Optimized superficially porous particles for protein separations

Abstract

Continuing interest in larger therapeutic molecules by pharmaceutical and biotech companies provides the need for improved tools for examining these molecules both during the discovery phase and later during quality control. To meet this need, larger pore superficially porous particles with appropriate surface properties (Fused-Core® particles) have been developed with a pore size of 400Å, allowing large molecules (<500kDa) unrestricted access to the bonded phase. In addition, a particle size (3.4μm) is employed that allows high-efficiency, low-pressure separations suitable for potentially pressure-sensitive proteins. A study of the shell thickness of the new fused-core particles suggests a compromise between a short diffusion path and high efficiency versus adequate retention and mass load tolerance.

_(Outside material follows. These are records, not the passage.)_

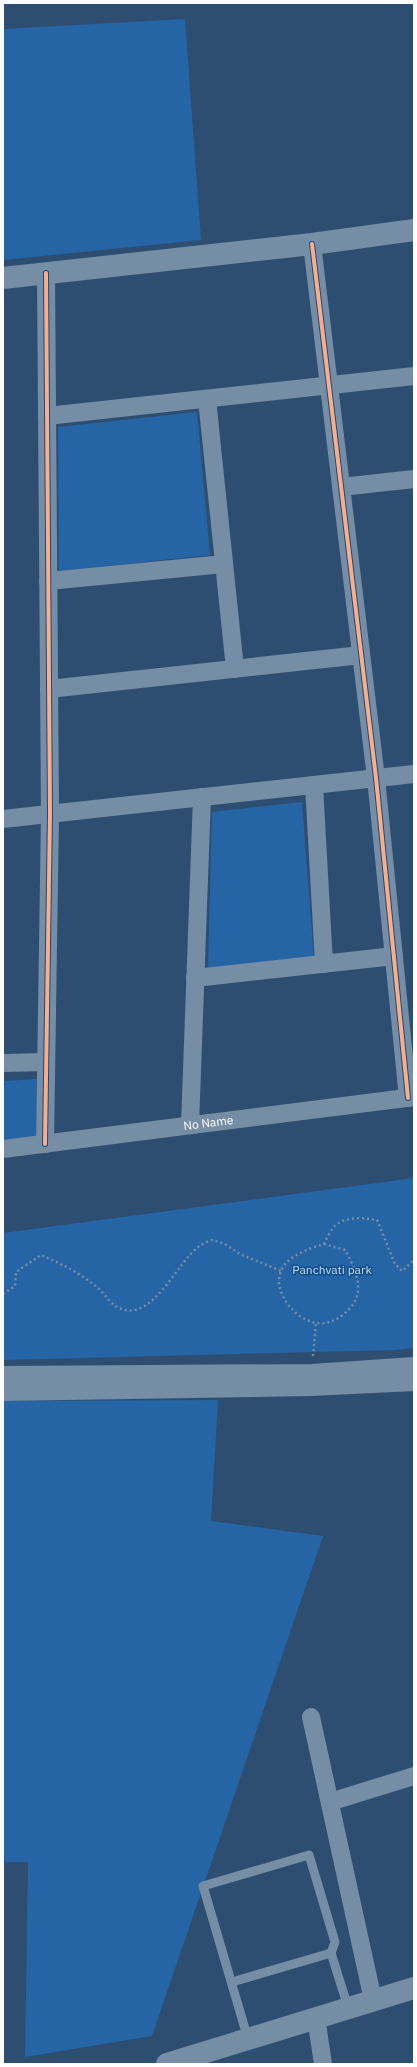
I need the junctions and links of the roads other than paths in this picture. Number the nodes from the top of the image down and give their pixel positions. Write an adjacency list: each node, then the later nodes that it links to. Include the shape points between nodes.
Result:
1 (414, 230): 2 (street)
2 (312, 244): 3 (street); 6 (street)
3 (46, 273): 4 (street); 8 (street)
4 (3, 278)
5 (414, 376): 6 (street)
6 (329, 386): 7 (street); 10 (street)
7 (207, 399): 8 (street); 11 (street)
8 (47, 416): 12 (street)
9 (414, 479): 10 (street)
10 (341, 487): 13 (street)
11 (224, 564): 12 (street); 14 (street)
12 (48, 581): 15 (street)
13 (361, 655): 14 (street); 17 (street)
14 (235, 669): 15 (street)
15 (49, 688): 20 (street)
16 (414, 774): 17 (street)
17 (376, 778): 18 (street); 22 (street)
18 (314, 785): 19 (street); 23 (street)
19 (202, 797): 20 (street); 24 (street)
20 (50, 814): 21 (street); 25 (street)
21 (3, 819)
22 (394, 956): 23 (street); 27 (street)
23 (324, 964): 24 (street)
24 (195, 978): 28 (street)
25 (46, 1062): 26 (street); 29 (street)
26 (3, 1063)
27 (411, 1098): 28 (street, No Name)
28 (190, 1125): 29 (street, No Name)
29 (45, 1144): 30 (street, No Name)
30 (3, 1149)
31 (414, 1366): 32 (street, via 312,1373)
32 (3, 1375)
33 (414, 1382): 34 (street, via 311,1388)
34 (3, 1392)
35 (311, 1717): 37 (street)
36 (414, 1776): 37 (street)
37 (330, 1802): 41 (street)
38 (331, 1953): 39 (lane); 39 (lane, via 335,1942 309,1855 203,1886); 42 (lane)
39 (232, 1982): 44 (lane)
40 (414, 1988): 41 (street)
41 (373, 2000): 42 (street)
42 (348, 2007): 43 (street)
43 (316, 2017): 44 (street); 46 (street)
44 (248, 2040): 45 (street)
45 (167, 2064)
46 (322, 2064)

In addition, superior performance for the reversed-phase separation of proteins requires that specific design properties for the bonded-phase should be incorporated. As a result, columns of the new particles with unique bonded phases show excellent stability and high compatibility with mass spectrometry-suitable mobile phases. This report includes fast separations of intact protein mixtures, as well as examples of very high-resolution separations of larger monoclonal antibody materials and associated variants. Investigations of protein recovery, sample loading and dynamic range for analysis are shown. The advantages of these new 400Å fused-core particles, specifically designed for protein analysis, over traditional particles for protein separations are demonstrated.